((

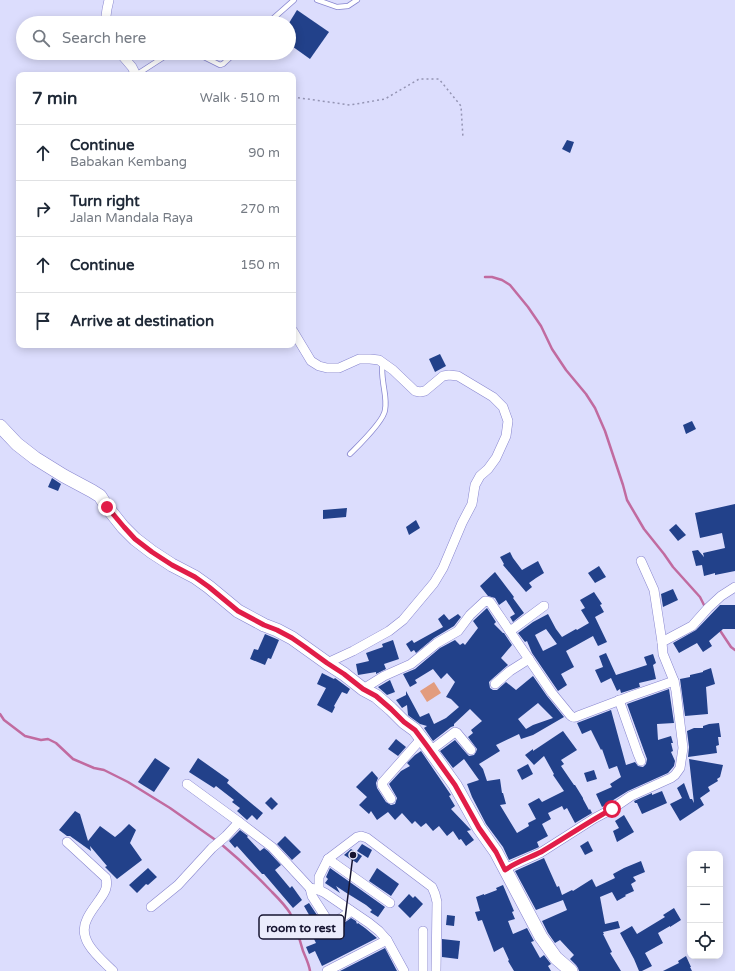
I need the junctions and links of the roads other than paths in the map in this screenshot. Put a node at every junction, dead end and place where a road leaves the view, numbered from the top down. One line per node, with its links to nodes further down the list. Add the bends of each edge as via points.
1 (109, 0): 5 (street)
2 (294, 0): 6 (lane)
3 (317, 0): 4 (lane, via 337,7 348,6)
4 (357, 0)
5 (106, 16)
6 (276, 16)
7 (126, 60): 11 (street)
8 (159, 60): 12 (lane)
9 (210, 60): 10 (lane, via 220,65)
10 (227, 60)
11 (134, 72)
12 (141, 72)
13 (296, 337): 14 (street, via 311,361 319,366 338,368 359,359 379,360)
14 (385, 365): 15 (lane); 15 (lane); 24 (street, via 415,391 425,391 443,376 449,375 458,376 479,388 503,407 508,421 506,436 496,458 475,485 472,504 434,583 403,620 389,631 353,652)
15 (383, 380): 17 (lane, via 385,412 378,424)
16 (0, 426): 24 (street, via 16,444 35,458 100,496 135,539 152,552 200,580 238,611 292,638)
17 (350, 454)
18 (642, 561): 22 (street, via 654,590)
19 (735, 587): 22 (street, via 721,596 692,626)
20 (544, 606): 21 (street)
21 (510, 631): 23 (street); 27 (street, via 490,602 486,601 470,615 458,631 436,644 411,664)
22 (662, 642): 25 (street, via 663,654)
23 (529, 659): 26 (street); 28 (street, via 552,694 572,717)
24 (327, 663): 27 (street)
25 (674, 681): 28 (street); 38 (street, via 683,748 680,768 675,775 631,796 540,852)
26 (496, 684)
27 (363, 689): 29 (street, via 376,696)
28 (619, 700): 32 (street)
29 (422, 739): 31 (street); 34 (street, via 382,783)
30 (471, 750): 31 (street, via 455,732)
31 (430, 751): 38 (street, via 455,785)
32 (641, 761)
33 (186, 784): 35 (street)
34 (391, 799)
35 (239, 822): 39 (street, via 272,847); 41 (street, via 178,885)
36 (67, 842): 45 (street, via 106,878 106,890 86,920 84,929 85,938 91,948)
37 (328, 860): 39 (street); 40 (street); 49 (street, via 361,836 432,887 437,902)
38 (505, 870): 50 (street, via 541,937 556,958)
39 (314, 889): 42 (street); 42 (street, via 312,896 328,922 334,923)
40 (390, 903)
41 (151, 907)
42 (350, 911): 44 (street, via 369,923)
43 (423, 931): 48 (street)
44 (387, 940): 46 (street); 47 (street)
45 (112, 971)
46 (327, 971)
47 (404, 971)
48 (423, 971)
49 (436, 971)
50 (571, 971)

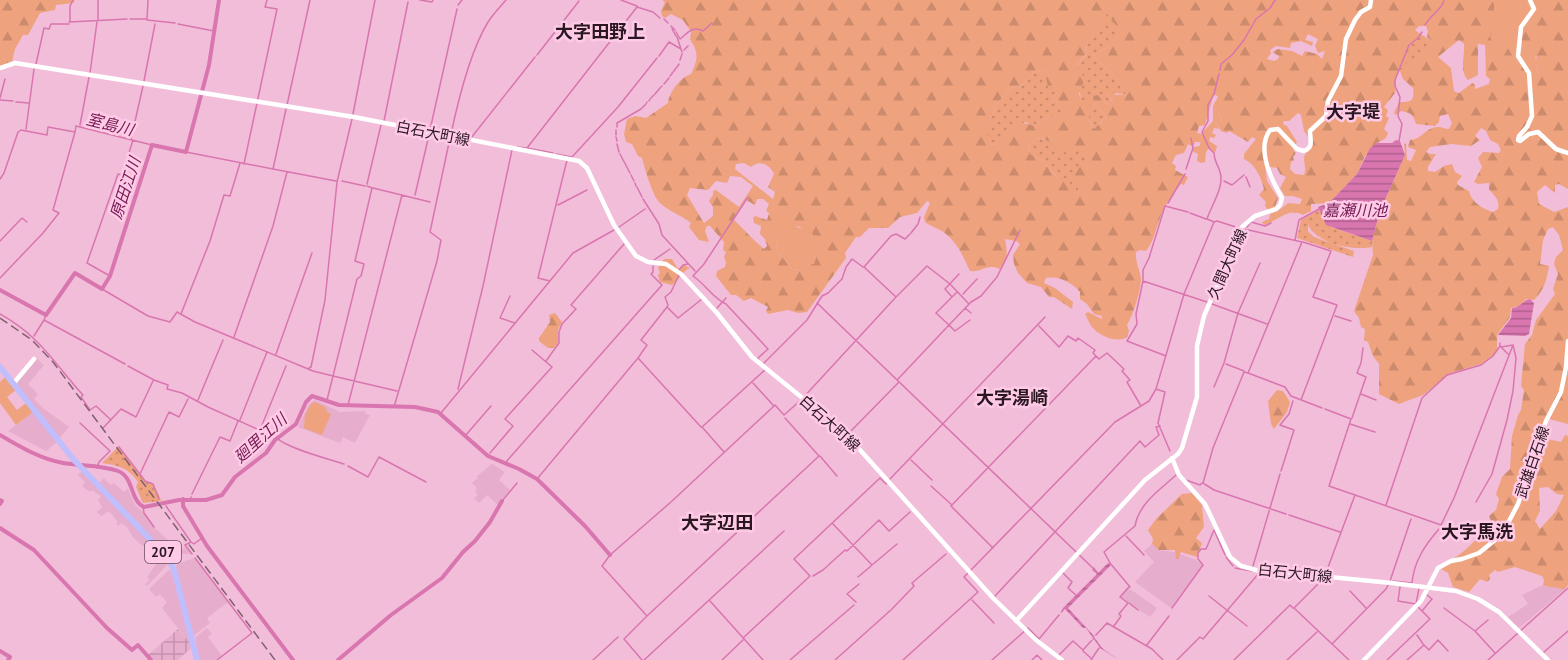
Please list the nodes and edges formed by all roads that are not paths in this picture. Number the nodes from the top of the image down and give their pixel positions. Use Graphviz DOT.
graph roads {
  1 [pos="1371,0"];
  2 [pos="1530,0"];
  3 [pos="0,68"];
  4 [pos="1568,153"];
  5 [pos="1568,341"];
  6 [pos="34,359"];
  7 [pos="0,367"];
  8 [pos="14,384"];
  9 [pos="1172,458"];
  10 [pos="1428,587"];
  11 [pos="1016,621"];
  12 [pos="1059,658"];
  13 [pos="197,660"];
  14 [pos="1364,660"];
  15 [pos="1548,660"];
  1 -- 9 [label="main road, 久間大町線"];
  2 -- 4 [label="main road"];
  3 -- 11 [label="main road, 白石大町線"];
  5 -- 10 [label="main road, 武雄白石線"];
  6 -- 8 [label="main road"];
  7 -- 8 [label="highway, 207"];
  8 -- 13 [label="highway, 207"];
  9 -- 10 [label="main road, 白石大町線"];
  9 -- 11 [label="main road"];
  10 -- 14 [label="main road, 武雄白石線"];
  10 -- 15 [label="main road, 白石大町線"];
  11 -- 12 [label="main road"];
}
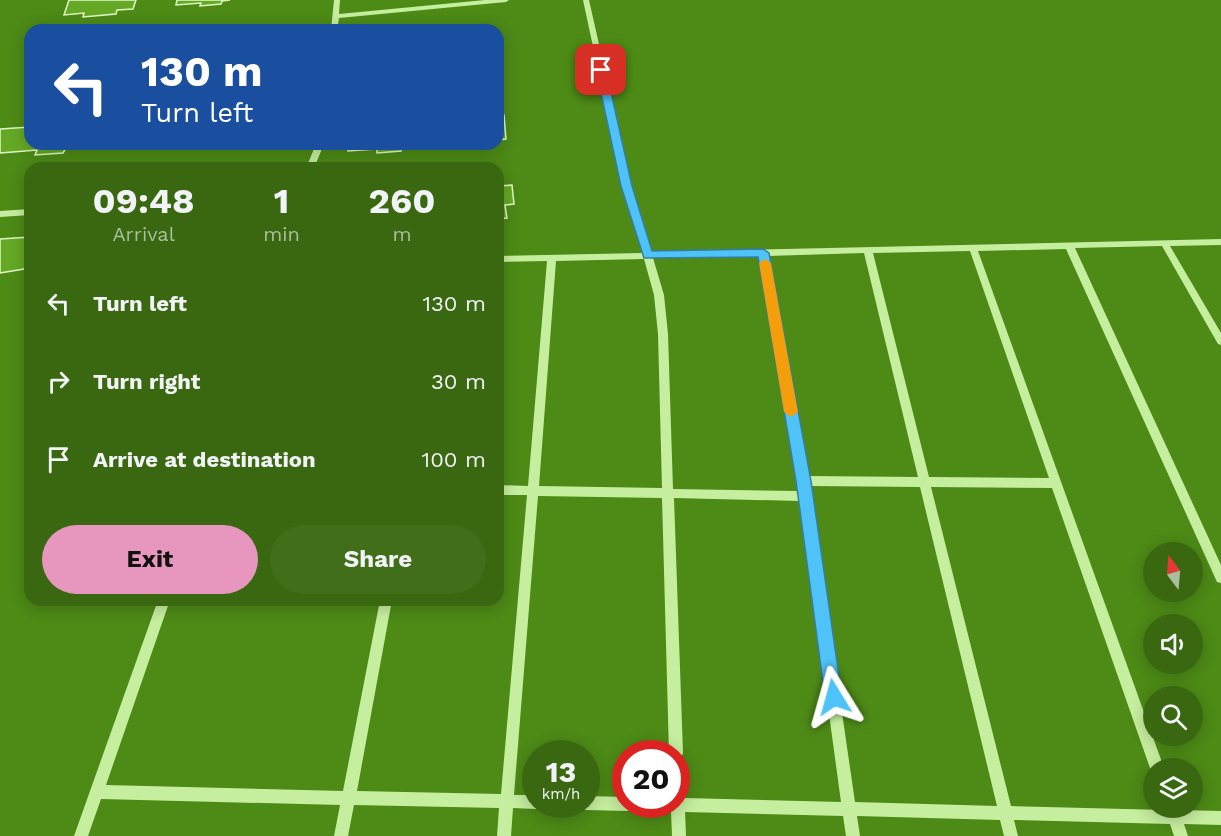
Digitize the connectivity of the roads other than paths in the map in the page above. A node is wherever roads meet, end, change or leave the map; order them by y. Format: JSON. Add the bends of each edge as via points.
{"nodes":[{"id":1,"x":337,"y":0,"type":"edge"},
{"id":2,"x":506,"y":0,"type":"edge"},
{"id":3,"x":586,"y":0,"type":"edge"},
{"id":4,"x":336,"y":16,"type":"junction"},
{"id":5,"x":335,"y":24,"type":"edge"},
{"id":6,"x":24,"y":212,"type":"edge"},
{"id":7,"x":0,"y":214,"type":"edge"},
{"id":8,"x":1221,"y":242,"type":"edge"},
{"id":9,"x":1164,"y":243,"type":"junction"},
{"id":10,"x":1069,"y":246,"type":"junction"},
{"id":11,"x":972,"y":248,"type":"junction"},
{"id":12,"x":868,"y":250,"type":"junction"},
{"id":13,"x":763,"y":253,"type":"junction"},
{"id":14,"x":648,"y":255,"type":"junction"},
{"id":15,"x":552,"y":258,"type":"junction"},
{"id":16,"x":504,"y":259,"type":"edge"},
{"id":17,"x":1221,"y":342,"type":"edge"},
{"id":18,"x":803,"y":481,"type":"junction"},
{"id":19,"x":925,"y":482,"type":"junction"},
{"id":20,"x":1056,"y":483,"type":"junction"},
{"id":21,"x":504,"y":490,"type":"edge"},
{"id":22,"x":533,"y":491,"type":"junction"},
{"id":23,"x":668,"y":493,"type":"junction"},
{"id":24,"x":806,"y":496,"type":"junction"},
{"id":25,"x":1221,"y":578,"type":"edge"},
{"id":26,"x":162,"y":606,"type":"edge"},
{"id":27,"x":385,"y":606,"type":"edge"},
{"id":28,"x":676,"y":740,"type":"edge"},
{"id":29,"x":1153,"y":758,"type":"edge"},
{"id":30,"x":96,"y":792,"type":"junction"},
{"id":31,"x":349,"y":798,"type":"junction"},
{"id":32,"x":507,"y":801,"type":"junction"},
{"id":33,"x":522,"y":802,"type":"edge"},
{"id":34,"x":690,"y":805,"type":"edge"},
{"id":35,"x":849,"y":809,"type":"junction"},
{"id":36,"x":1143,"y":812,"type":"edge"},
{"id":37,"x":1005,"y":813,"type":"junction"},
{"id":38,"x":1203,"y":816,"type":"edge"},
{"id":39,"x":678,"y":818,"type":"edge"},
{"id":40,"x":1175,"y":818,"type":"edge"},
{"id":41,"x":1221,"y":818,"type":"edge"},
{"id":42,"x":81,"y":836,"type":"edge"},
{"id":43,"x":341,"y":836,"type":"edge"},
{"id":44,"x":504,"y":836,"type":"edge"},
{"id":45,"x":679,"y":836,"type":"edge"},
{"id":46,"x":853,"y":836,"type":"edge"},
{"id":47,"x":1011,"y":836,"type":"edge"},
{"id":48,"x":1181,"y":836,"type":"edge"}],
"edges":[{"from":1,"to":4,"type":"street"},
{"from":2,"to":4,"type":"street"},
{"from":3,"to":14,"type":"street","via":[[627,186]]},
{"from":4,"to":5,"type":"street"},
{"from":6,"to":7,"type":"street"},
{"from":8,"to":9,"type":"street"},
{"from":9,"to":10,"type":"street"},
{"from":9,"to":17,"type":"street"},
{"from":10,"to":11,"type":"street"},
{"from":10,"to":25,"type":"street"},
{"from":11,"to":12,"type":"street"},
{"from":11,"to":20,"type":"street"},
{"from":12,"to":13,"type":"street"},
{"from":12,"to":19,"type":"street"},
{"from":13,"to":14,"type":"street"},
{"from":13,"to":18,"type":"street"},
{"from":14,"to":15,"type":"street"},
{"from":14,"to":23,"type":"street","via":[[659,295],[663,334]]},
{"from":15,"to":16,"type":"street"},
{"from":15,"to":22,"type":"street"},
{"from":18,"to":19,"type":"street"},
{"from":18,"to":24,"type":"street"},
{"from":19,"to":20,"type":"street"},
{"from":19,"to":37,"type":"street"},
{"from":20,"to":29,"type":"street"},
{"from":21,"to":22,"type":"street"},
{"from":22,"to":23,"type":"street"},
{"from":22,"to":32,"type":"street"},
{"from":23,"to":24,"type":"street"},
{"from":23,"to":28,"type":"street"},
{"from":24,"to":35,"type":"street"},
{"from":26,"to":30,"type":"street"},
{"from":27,"to":31,"type":"street"},
{"from":30,"to":31,"type":"street"},
{"from":30,"to":42,"type":"street"},
{"from":31,"to":32,"type":"street"},
{"from":31,"to":43,"type":"street"},
{"from":32,"to":33,"type":"street"},
{"from":32,"to":44,"type":"street"},
{"from":34,"to":35,"type":"street"},
{"from":35,"to":37,"type":"street"},
{"from":35,"to":46,"type":"street"},
{"from":36,"to":37,"type":"street"},
{"from":37,"to":47,"type":"street"},
{"from":38,"to":41,"type":"street"},
{"from":39,"to":45,"type":"street"},
{"from":40,"to":48,"type":"street"}]}
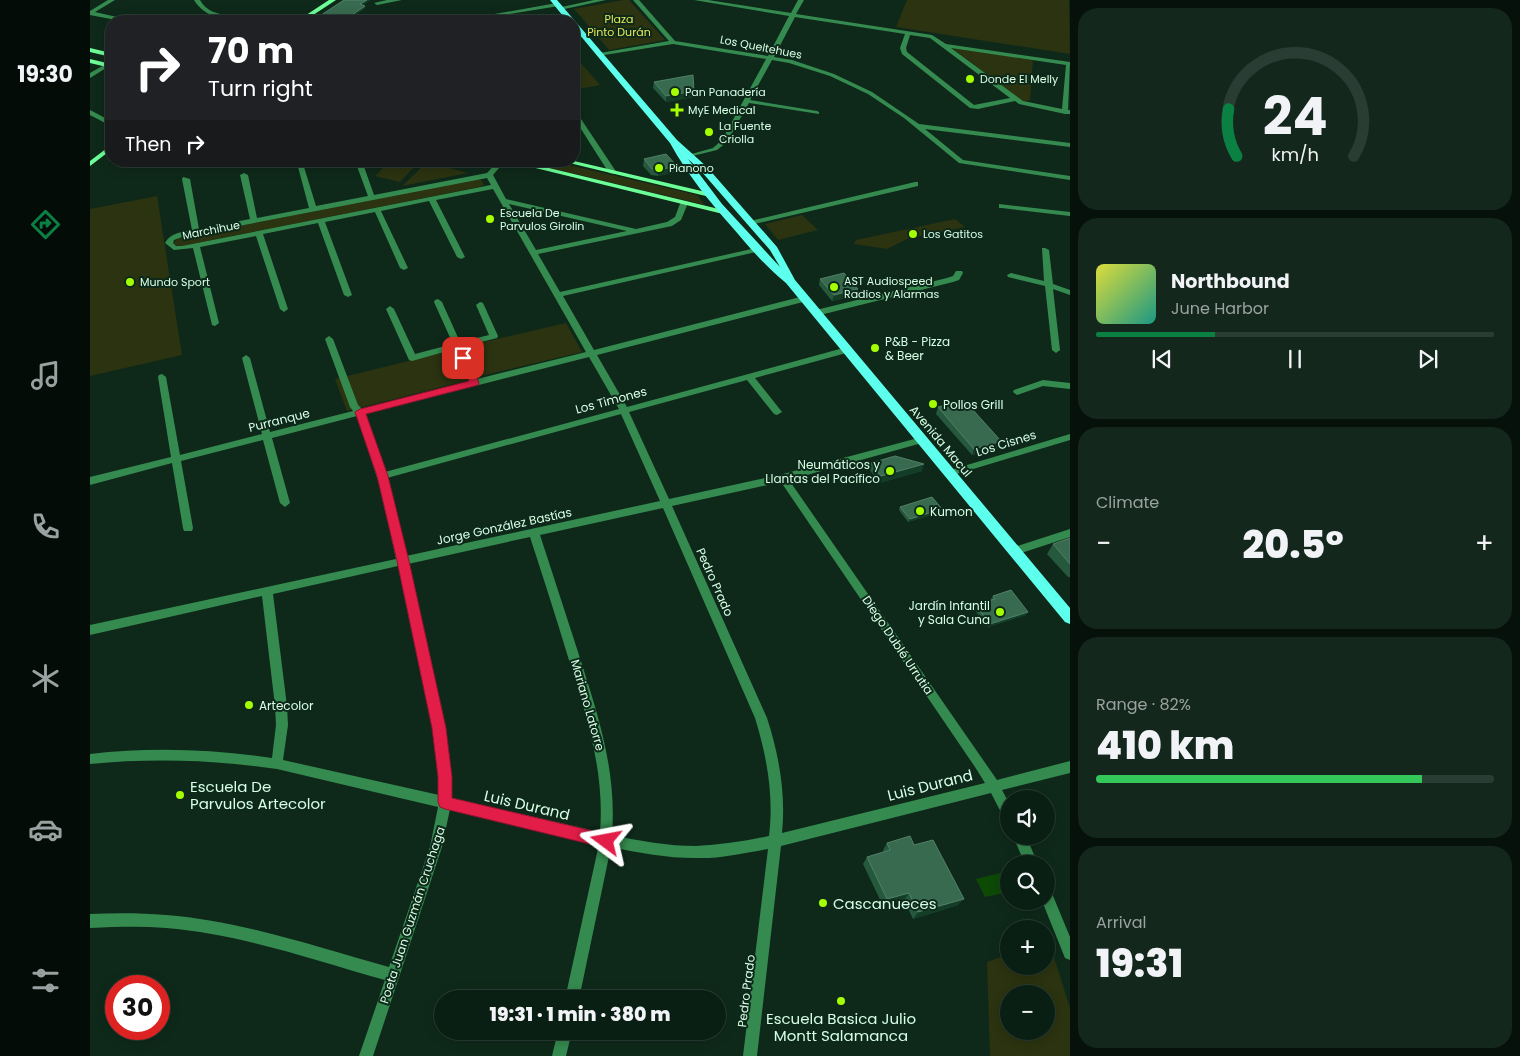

))

*Exercise aim*: Every line containing the string "list" is required; copy each such line from the data.

*Solution to this task*:
I need the junctions and links of the roads other than paths in the map in this screenshot. Put a node at every junction, dead end and place where a road leaves the view, numbered from the top down. One line per node, with its links to nodes further down the list. Add the bends of each edge as via points.
Please list the nodes and edges formed by all roads that are not paths in this picture. Number the nodes from the top of the image down and give their pixel positions. Use Graphviz DOT.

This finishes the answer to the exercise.